• **To do**
Report how many lines below contain the word "中間宮田線", giving the number and no other words.

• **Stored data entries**
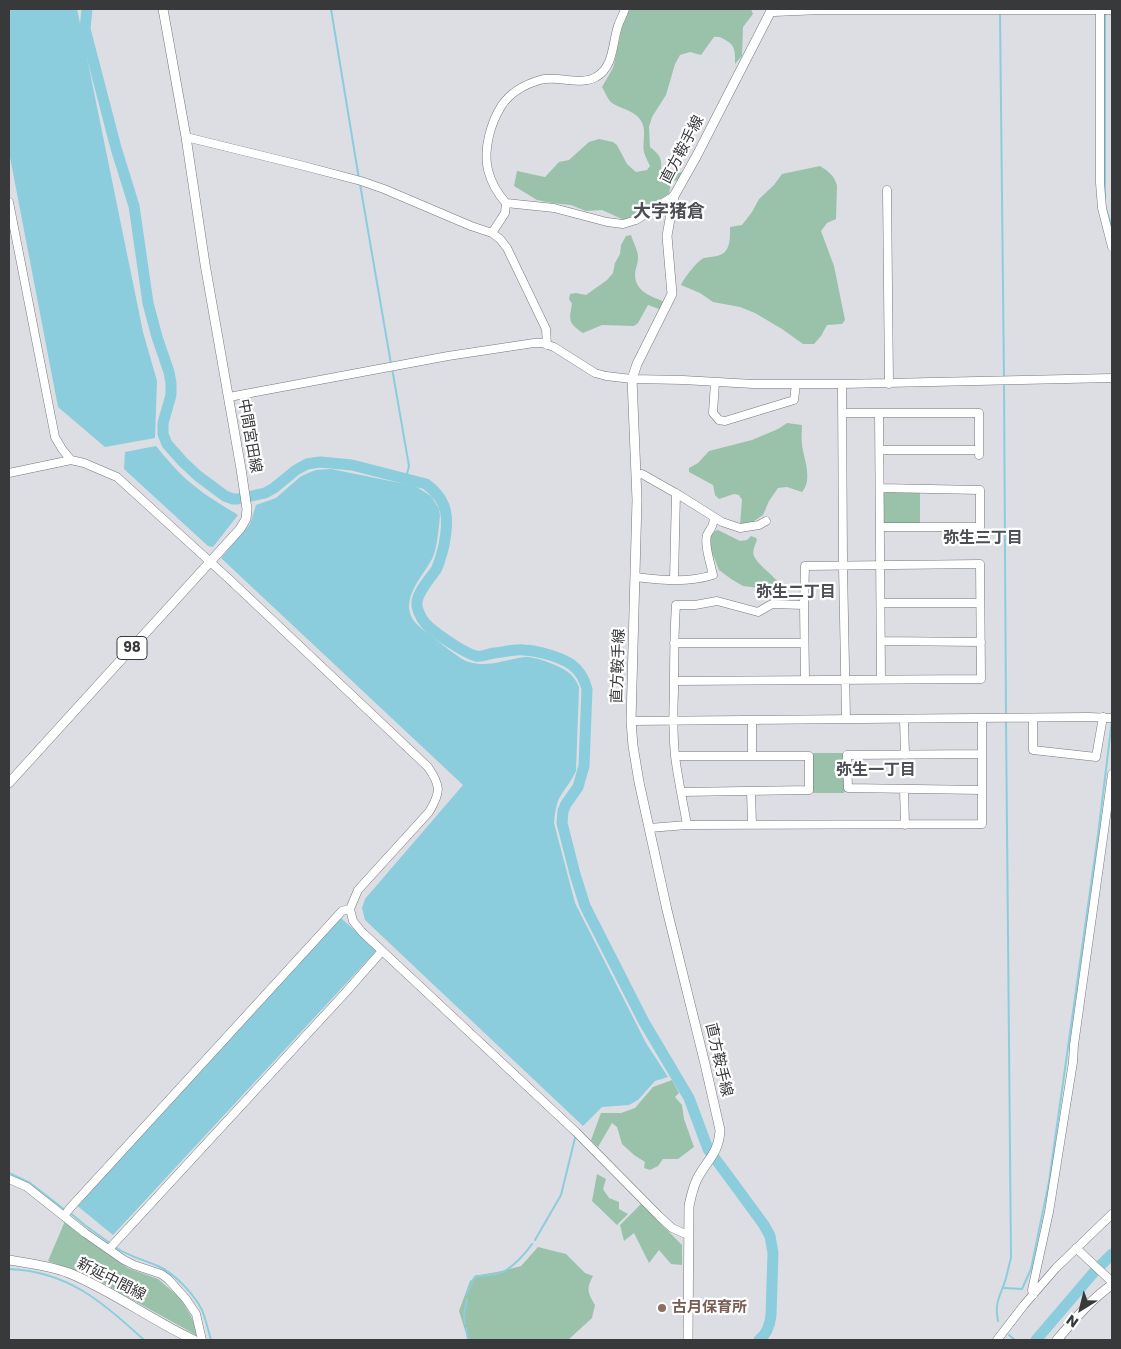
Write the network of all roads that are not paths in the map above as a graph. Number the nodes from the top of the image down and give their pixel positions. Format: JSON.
{"nodes":[{"id":1,"x":163,"y":9,"type":"edge"},
{"id":2,"x":625,"y":9,"type":"edge"},
{"id":3,"x":1100,"y":9,"type":"edge"},
{"id":4,"x":772,"y":10,"type":"edge"},
{"id":5,"x":1112,"y":10,"type":"edge"},
{"id":6,"x":186,"y":136,"type":"junction"},
{"id":7,"x":887,"y":190,"type":"dead end"},
{"id":8,"x":674,"y":196,"type":"junction"},
{"id":9,"x":9,"y":202,"type":"edge"},
{"id":10,"x":506,"y":203,"type":"junction"},
{"id":11,"x":492,"y":233,"type":"junction"},
{"id":12,"x":1112,"y":247,"type":"edge"},
{"id":13,"x":548,"y":345,"type":"junction"},
{"id":14,"x":1112,"y":378,"type":"edge"},
{"id":15,"x":632,"y":379,"type":"junction"},
{"id":16,"x":715,"y":382,"type":"junction"},
{"id":17,"x":796,"y":384,"type":"junction"},
{"id":18,"x":842,"y":384,"type":"junction"},
{"id":19,"x":889,"y":384,"type":"junction"},
{"id":20,"x":229,"y":397,"type":"junction"},
{"id":21,"x":842,"y":413,"type":"junction"},
{"id":22,"x":879,"y":413,"type":"junction"},
{"id":23,"x":880,"y":450,"type":"junction"},
{"id":24,"x":71,"y":460,"type":"junction"},
{"id":25,"x":9,"y":473,"type":"edge"},
{"id":26,"x":636,"y":475,"type":"junction"},
{"id":27,"x":880,"y":488,"type":"junction"},
{"id":28,"x":676,"y":493,"type":"junction"},
{"id":29,"x":714,"y":517,"type":"junction"},
{"id":30,"x":766,"y":521,"type":"dead end"},
{"id":31,"x":880,"y":527,"type":"junction"},
{"id":32,"x":210,"y":562,"type":"junction"},
{"id":33,"x":881,"y":565,"type":"junction"},
{"id":34,"x":843,"y":566,"type":"junction"},
{"id":35,"x":635,"y":577,"type":"junction"},
{"id":36,"x":674,"y":580,"type":"junction"},
{"id":37,"x":881,"y":603,"type":"junction"},
{"id":38,"x":980,"y":603,"type":"junction"},
{"id":39,"x":804,"y":604,"type":"junction"},
{"id":40,"x":881,"y":641,"type":"junction"},
{"id":41,"x":674,"y":642,"type":"junction"},
{"id":42,"x":981,"y":642,"type":"junction"},
{"id":43,"x":804,"y":643,"type":"junction"},
{"id":44,"x":804,"y":680,"type":"junction"},
{"id":45,"x":845,"y":680,"type":"junction"},
{"id":46,"x":882,"y":680,"type":"junction"},
{"id":47,"x":674,"y":681,"type":"junction"},
{"id":48,"x":1103,"y":717,"type":"junction"},
{"id":49,"x":982,"y":718,"type":"junction"},
{"id":50,"x":1033,"y":718,"type":"junction"},
{"id":51,"x":1112,"y":718,"type":"edge"},
{"id":52,"x":904,"y":719,"type":"junction"},
{"id":53,"x":752,"y":720,"type":"junction"},
{"id":54,"x":846,"y":720,"type":"junction"},
{"id":55,"x":631,"y":721,"type":"junction"},
{"id":56,"x":673,"y":721,"type":"junction"},
{"id":57,"x":982,"y":754,"type":"junction"},
{"id":58,"x":905,"y":755,"type":"junction"},
{"id":59,"x":675,"y":756,"type":"junction"},
{"id":60,"x":752,"y":756,"type":"junction"},
{"id":61,"x":1112,"y":774,"type":"edge"},
{"id":62,"x":9,"y":783,"type":"edge"},
{"id":63,"x":904,"y":789,"type":"junction"},
{"id":64,"x":982,"y":790,"type":"junction"},
{"id":65,"x":751,"y":791,"type":"junction"},
{"id":66,"x":681,"y":792,"type":"junction"},
{"id":67,"x":687,"y":825,"type":"junction"},
{"id":68,"x":752,"y":825,"type":"junction"},
{"id":69,"x":905,"y":825,"type":"junction"},
{"id":70,"x":649,"y":828,"type":"junction"},
{"id":71,"x":350,"y":908,"type":"junction"},
{"id":72,"x":382,"y":951,"type":"junction"},
{"id":73,"x":9,"y":1180,"type":"edge"},
{"id":74,"x":1112,"y":1214,"type":"edge"},
{"id":75,"x":64,"y":1216,"type":"junction"},
{"id":76,"x":688,"y":1235,"type":"junction"},
{"id":77,"x":109,"y":1249,"type":"junction"},
{"id":78,"x":1077,"y":1249,"type":"junction"},
{"id":79,"x":9,"y":1260,"type":"edge"},
{"id":80,"x":1111,"y":1282,"type":"edge"},
{"id":81,"x":1033,"y":1296,"type":"junction"},
{"id":82,"x":194,"y":1340,"type":"edge"},
{"id":83,"x":202,"y":1340,"type":"edge"},
{"id":84,"x":688,"y":1340,"type":"edge"},
{"id":85,"x":997,"y":1340,"type":"edge"},
{"id":86,"x":1057,"y":1340,"type":"edge"}],
"edges":[{"from":1,"to":6,"type":"main road","name":"中間宮田線","number":"98"},
{"from":2,"to":10,"type":"street"},
{"from":3,"to":4,"type":"street"},
{"from":3,"to":5,"type":"street"},
{"from":3,"to":12,"type":"street"},
{"from":4,"to":8,"type":"main road","name":"直方鞍手線"},
{"from":6,"to":11,"type":"street"},
{"from":6,"to":20,"type":"main road","name":"中間宮田線","number":"98"},
{"from":7,"to":19,"type":"street"},
{"from":8,"to":10,"type":"street"},
{"from":8,"to":15,"type":"main road","name":"直方鞍手線"},
{"from":9,"to":24,"type":"street"},
{"from":10,"to":11,"type":"street"},
{"from":11,"to":13,"type":"street"},
{"from":13,"to":15,"type":"street"},
{"from":13,"to":20,"type":"street"},
{"from":14,"to":19,"type":"street"},
{"from":15,"to":16,"type":"street"},
{"from":15,"to":26,"type":"main road","name":"直方鞍手線"},
{"from":16,"to":17,"type":"street"},
{"from":16,"to":17,"type":"street"},
{"from":17,"to":18,"type":"street"},
{"from":18,"to":19,"type":"street"},
{"from":18,"to":21,"type":"street"},
{"from":20,"to":32,"type":"main road","name":"中間宮田線","number":"98"},
{"from":21,"to":22,"type":"street"},
{"from":21,"to":34,"type":"street"},
{"from":22,"to":23,"type":"street"},
{"from":22,"to":23,"type":"street"},
{"from":23,"to":27,"type":"street"},
{"from":24,"to":25,"type":"street"},
{"from":24,"to":32,"type":"street"},
{"from":26,"to":28,"type":"street"},
{"from":26,"to":35,"type":"main road","name":"直方鞍手線"},
{"from":27,"to":31,"type":"street"},
{"from":27,"to":31,"type":"street"},
{"from":28,"to":29,"type":"street"},
{"from":28,"to":36,"type":"street"},
{"from":29,"to":30,"type":"street"},
{"from":29,"to":36,"type":"street"},
{"from":31,"to":33,"type":"street"},
{"from":32,"to":62,"type":"main road","name":"中間宮田線","number":"98"},
{"from":32,"to":71,"type":"street"},
{"from":33,"to":34,"type":"street"},
{"from":33,"to":37,"type":"street"},
{"from":33,"to":38,"type":"street"},
{"from":34,"to":39,"type":"street"},
{"from":34,"to":45,"type":"street"},
{"from":35,"to":36,"type":"street"},
{"from":35,"to":55,"type":"main road","name":"直方鞍手線"},
{"from":37,"to":38,"type":"street"},
{"from":37,"to":40,"type":"street"},
{"from":38,"to":42,"type":"street"},
{"from":39,"to":41,"type":"street"},
{"from":39,"to":43,"type":"street"},
{"from":40,"to":42,"type":"street"},
{"from":40,"to":46,"type":"street"},
{"from":41,"to":43,"type":"street"},
{"from":41,"to":47,"type":"street"},
{"from":42,"to":46,"type":"street"},
{"from":43,"to":44,"type":"street"},
{"from":44,"to":45,"type":"street"},
{"from":44,"to":47,"type":"street"},
{"from":45,"to":46,"type":"street"},
{"from":45,"to":54,"type":"street"},
{"from":47,"to":56,"type":"street"},
{"from":48,"to":50,"type":"street"},
{"from":48,"to":50,"type":"street"},
{"from":48,"to":51,"type":"street"},
{"from":49,"to":50,"type":"street"},
{"from":49,"to":52,"type":"street"},
{"from":49,"to":57,"type":"street"},
{"from":52,"to":54,"type":"street"},
{"from":52,"to":58,"type":"street"},
{"from":53,"to":54,"type":"street"},
{"from":53,"to":56,"type":"street"},
{"from":53,"to":60,"type":"street"},
{"from":55,"to":56,"type":"street"},
{"from":55,"to":70,"type":"main road","name":"直方鞍手線"},
{"from":56,"to":59,"type":"street"},
{"from":57,"to":58,"type":"street"},
{"from":57,"to":64,"type":"street"},
{"from":58,"to":63,"type":"street"},
{"from":59,"to":60,"type":"street"},
{"from":59,"to":66,"type":"street"},
{"from":60,"to":65,"type":"street"},
{"from":61,"to":81,"type":"street"},
{"from":63,"to":64,"type":"street"},
{"from":63,"to":69,"type":"street"},
{"from":64,"to":69,"type":"street"},
{"from":65,"to":66,"type":"street"},
{"from":65,"to":68,"type":"street"},
{"from":66,"to":67,"type":"street"},
{"from":67,"to":68,"type":"street"},
{"from":67,"to":70,"type":"street"},
{"from":68,"to":69,"type":"street"},
{"from":70,"to":76,"type":"main road","name":"直方鞍手線"},
{"from":71,"to":72,"type":"street"},
{"from":71,"to":75,"type":"street"},
{"from":72,"to":76,"type":"street"},
{"from":72,"to":77,"type":"street"},
{"from":73,"to":75,"type":"street"},
{"from":74,"to":78,"type":"street"},
{"from":75,"to":77,"type":"street"},
{"from":76,"to":84,"type":"main road","name":"直方鞍手線"},
{"from":77,"to":83,"type":"street"},
{"from":78,"to":80,"type":"street"},
{"from":78,"to":81,"type":"street"},
{"from":79,"to":82,"type":"main road","name":"新延中間線"},
{"from":80,"to":86,"type":"main road"},
{"from":81,"to":85,"type":"street"}]}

• **Task solution**
4